The ongoing conflict in Europe, coupled with the increasing deterioration of circumstances in the Middle East, South America and the western Pacific, mainly the South China Sea and around Taiwan, has really reinforced the need for Australia to take its own defence and capabilities more seriously, Kuper said.

In recognising this, the government’s Defence Strategic Review identified six “priority areas for immediate action” designed to secure Australia in this era of great power competition and rising multipolarity, including:

  • Acquisition of nuclear-powered submarines through AUKUS to improve our deterrence capabilities.
  • Developing the Australian Defence Force’s (ADF) ability to precisely strike targets at longer range and manufacture munitions in Australia.
  • Improving the ADF’s ability to operate from Australia’s northern bases.
  • Initiatives to improve the growth and retention of a highly skilled Defence workforce.
  • Lifting our capacity to rapidly translate disruptive new technologies into ADF capability, in close partnership with Australian industry.
  • Deepening of our diplomatic and defence partnerships with key partners in the Indo-Pacific.

Additionally, the Defence Strategic Review directed Defence” to immediately begin to:

  • Remove unnecessary barriers to acquisitions.
  • Streamline strategically important projects and low-complexity procurements.
  • Make faster decisions in the delivery of Defence projects.
  • Develop practical solutions in close consultation with defence industry.

Kuper added, The Defence Strategic Review reinforced a lot of the findings of the 2020 Defence Strategic Update and Force Structure Plan, and critically reinforced the government’s commitment to Australia’s acquisition of a nuclear-powered submarine capability as part of what it describes as having the capacity to “unilaterally deter any state”.

“This is a major departure from the status quo of Australian defence planning and many would be forgiven for seeing this as a return to the Cold War-era policy of ‘Forward Defence’, alas, despite the mounting tensions close to home and across our areas of strategic importance, it isn’t,” he explained.

Industry has responded to the Albanese government’s Defence Strategic Review and its subordinate reviews – mainly the independent analysis into Navy’s surface combatant fleet announced at the release of the Defence Strategic Review – with a degree of emotions, ranging from initial optimism, to now frustration, as they struggle to make ends meet.

Kuper said, The shift in industry’s optimism expressed widely at the Avalon Aerospace Exhibition in February compared to the frustration expressed by industry at the Indo-Pacific Exhibition and Sea Power Conference in November is very, very noticeable and understandable.

Repeatedly, we heard industry is struggling to make ends meet as they ‘hurry up and wait’ for government to make decisions on critical capabilities all while stressing the importance of having a self-sufficient and resilient defence industrial base, particularly as we ramp up to deliver AUKUS Pillars 1 and 2, our naval shipbuilding agenda, infantry fighting vehicles, self-propelled howitzers and the Guided Weapons and Explosive Ordnance enterprise,” Kuper explained.

This was only further reinforced by the delay to the government’s Defence Industry Development Strategy (DIDS) which the government stated would be released “later this year” during the release of the Defence Strategic Review, with DIDS designed to establish:

  • The strategic rationale for a sovereign defence industrial base.
  • More targeted and detailed sovereign industrial capability priorities.
  • A plan to grow industry’s workforce to deliver a viable industrial base and increase Australia’s defence exports.
  • Reforms to defence procurement to support the development of Australian defence industry and respond to the review.
  • Mechanisms to improve security within defence businesses.
  • A detailed implementation plan.

Set against this backdrop is the increasing deterioration in the global security order and post-Second World War paradigm reinforcing the sense of urgency that both the government and Australian public seem to be blissfully ignorant of.

I think it is safe to say that the world is going to hell in a handbasket and very, very quickly.

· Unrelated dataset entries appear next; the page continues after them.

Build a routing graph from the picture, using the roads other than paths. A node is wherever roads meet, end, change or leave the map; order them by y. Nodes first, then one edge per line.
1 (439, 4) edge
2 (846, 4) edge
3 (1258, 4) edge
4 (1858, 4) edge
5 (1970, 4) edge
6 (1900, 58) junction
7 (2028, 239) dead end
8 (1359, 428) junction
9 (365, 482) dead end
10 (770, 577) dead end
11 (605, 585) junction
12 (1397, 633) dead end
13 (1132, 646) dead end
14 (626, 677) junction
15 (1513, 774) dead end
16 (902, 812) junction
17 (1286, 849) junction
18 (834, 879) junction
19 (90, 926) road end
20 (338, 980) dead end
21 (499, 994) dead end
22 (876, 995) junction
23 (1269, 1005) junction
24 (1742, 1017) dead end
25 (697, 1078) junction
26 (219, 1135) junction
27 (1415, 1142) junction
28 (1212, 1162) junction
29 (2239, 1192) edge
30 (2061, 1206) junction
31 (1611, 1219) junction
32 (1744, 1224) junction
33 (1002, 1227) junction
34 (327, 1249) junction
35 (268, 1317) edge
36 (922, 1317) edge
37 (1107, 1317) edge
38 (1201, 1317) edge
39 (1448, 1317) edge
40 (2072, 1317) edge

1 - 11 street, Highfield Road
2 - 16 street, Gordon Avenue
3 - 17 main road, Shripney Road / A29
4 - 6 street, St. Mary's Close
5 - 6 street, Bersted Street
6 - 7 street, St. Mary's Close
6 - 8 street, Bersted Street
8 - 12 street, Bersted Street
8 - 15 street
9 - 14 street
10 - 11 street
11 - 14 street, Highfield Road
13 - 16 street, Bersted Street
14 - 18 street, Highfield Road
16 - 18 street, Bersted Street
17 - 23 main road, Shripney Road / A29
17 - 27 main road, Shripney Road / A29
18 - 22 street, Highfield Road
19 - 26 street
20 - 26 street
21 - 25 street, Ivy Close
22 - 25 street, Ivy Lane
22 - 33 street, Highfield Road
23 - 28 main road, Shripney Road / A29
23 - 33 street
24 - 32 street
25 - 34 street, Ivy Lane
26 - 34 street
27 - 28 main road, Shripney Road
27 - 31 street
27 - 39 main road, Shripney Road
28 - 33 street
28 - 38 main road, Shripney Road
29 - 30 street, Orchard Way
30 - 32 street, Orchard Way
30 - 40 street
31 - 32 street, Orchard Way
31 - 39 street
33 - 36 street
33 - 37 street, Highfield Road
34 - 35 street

We in Australia, in particular, need to prepare and respond accordingly. We have the framework, now it is time to execute,” Kuper said.

Kuper added, “2024 is shaping up to be a major turning point for the future of the global security paradigm, something we haven’t seen for many people in lived memory and the emerging order isn’t necessarily benevolent to our values, our interests and way of life, so we need to act accordingly, because currently, there seems to be a disconnect between the rhetoric and the action”.

Get involved with the discussion and let us know your thoughts on Australia’s future role and position in the Indo-Pacific region and what you would like to see from Australia’s political leaders in terms of partisan and bipartisan agenda setting in the comments section below, or get in touch at This email address is being protected from spambots. You need JavaScript enabled to view it. or at This email address is being protected from spambots. You need JavaScript enabled to view it..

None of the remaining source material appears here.